Hilarious name aside, Dutch babies are really easy to make. Actually, that still sounds hilarious. Kyle and I made jokes about it the entire time I was working on this recipe. Okay, let’s get serious about making a baby.
These pancakes are made of equal parts egg, milk and flour. Blend it up, bake in a cast iron pan, and voila! baby. These puff up quite a bit in the oven, but since they flatten pretty quickly once they come out of the oven I tried to get an oven pic to show how much it changed.
And here it is, fresh out of the oven, already starting to fall.
Next, I topped this Dutch baby with pesto, mushrooms, grilled chicken and mozzarella. Delicious!

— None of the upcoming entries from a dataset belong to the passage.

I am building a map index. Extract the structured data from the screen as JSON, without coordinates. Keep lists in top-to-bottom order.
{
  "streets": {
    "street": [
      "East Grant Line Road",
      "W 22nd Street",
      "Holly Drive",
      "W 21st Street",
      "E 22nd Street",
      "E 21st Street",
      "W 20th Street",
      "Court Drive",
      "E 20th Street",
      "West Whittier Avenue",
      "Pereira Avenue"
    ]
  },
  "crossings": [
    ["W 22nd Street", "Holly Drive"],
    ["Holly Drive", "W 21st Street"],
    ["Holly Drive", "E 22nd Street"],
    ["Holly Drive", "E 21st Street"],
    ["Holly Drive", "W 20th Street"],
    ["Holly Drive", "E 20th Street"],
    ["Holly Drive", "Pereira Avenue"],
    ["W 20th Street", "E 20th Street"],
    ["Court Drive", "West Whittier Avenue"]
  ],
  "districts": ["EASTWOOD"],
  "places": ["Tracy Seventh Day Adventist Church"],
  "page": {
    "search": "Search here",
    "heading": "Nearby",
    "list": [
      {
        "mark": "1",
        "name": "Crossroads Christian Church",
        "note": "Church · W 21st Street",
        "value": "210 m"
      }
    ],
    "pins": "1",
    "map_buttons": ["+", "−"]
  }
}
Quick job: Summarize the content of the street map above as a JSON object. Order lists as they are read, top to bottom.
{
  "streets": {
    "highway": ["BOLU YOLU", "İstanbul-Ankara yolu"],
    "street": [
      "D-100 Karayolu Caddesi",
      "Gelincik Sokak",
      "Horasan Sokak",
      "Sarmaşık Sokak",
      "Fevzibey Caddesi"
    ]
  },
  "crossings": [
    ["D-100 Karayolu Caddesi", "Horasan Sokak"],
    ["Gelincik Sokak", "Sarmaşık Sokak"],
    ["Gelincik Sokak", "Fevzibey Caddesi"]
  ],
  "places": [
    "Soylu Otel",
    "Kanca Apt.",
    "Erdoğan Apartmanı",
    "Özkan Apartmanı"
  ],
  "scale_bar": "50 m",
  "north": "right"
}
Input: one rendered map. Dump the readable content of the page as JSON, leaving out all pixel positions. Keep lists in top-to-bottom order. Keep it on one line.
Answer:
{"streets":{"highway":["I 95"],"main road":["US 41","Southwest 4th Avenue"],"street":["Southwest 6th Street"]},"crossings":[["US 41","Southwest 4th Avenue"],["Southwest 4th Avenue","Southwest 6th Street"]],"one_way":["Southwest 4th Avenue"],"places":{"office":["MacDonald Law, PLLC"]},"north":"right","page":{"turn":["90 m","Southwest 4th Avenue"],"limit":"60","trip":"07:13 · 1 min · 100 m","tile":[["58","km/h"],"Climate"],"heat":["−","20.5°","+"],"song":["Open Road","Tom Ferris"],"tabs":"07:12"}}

This Dutch baby is a savory take on a traditionally sweet pancake. Pesto, mushrooms, chicken and mozzarella top a Dutch baby flavored with oregano and pesto.
- 3 eggs, at room temperature
- 3/4 c. milk, at room temperature
- 3/4 c. flour
- pinch of salt
- 1 tsp dried oregano
- 1 tsp + 2 tbs pesto
- 2 tbs unsalted butter
- 3-4 baby bella mushrooms, sliced
- 1 grilled chicken breast
- 3 oz mozzarella, shredded
- Preheat the oven to 425°F. Place a cast iron skillet in the oven.
- In a blender, combine the eggs, milk, flour, salt, oregano and the teaspoon of pesto. Blend until smooth.
- Put the butter in the cast iron skillet. Let it melt and brown - about 3 minutes.
- Take the skillet out of the oven, pour the batter into the skillet. Place the skillet back in the oven for about 25 minutes. Pancake should be golden brown and puffy.
- Top with remaining pesto, mushrooms, chicken and cheese. Serve immediately.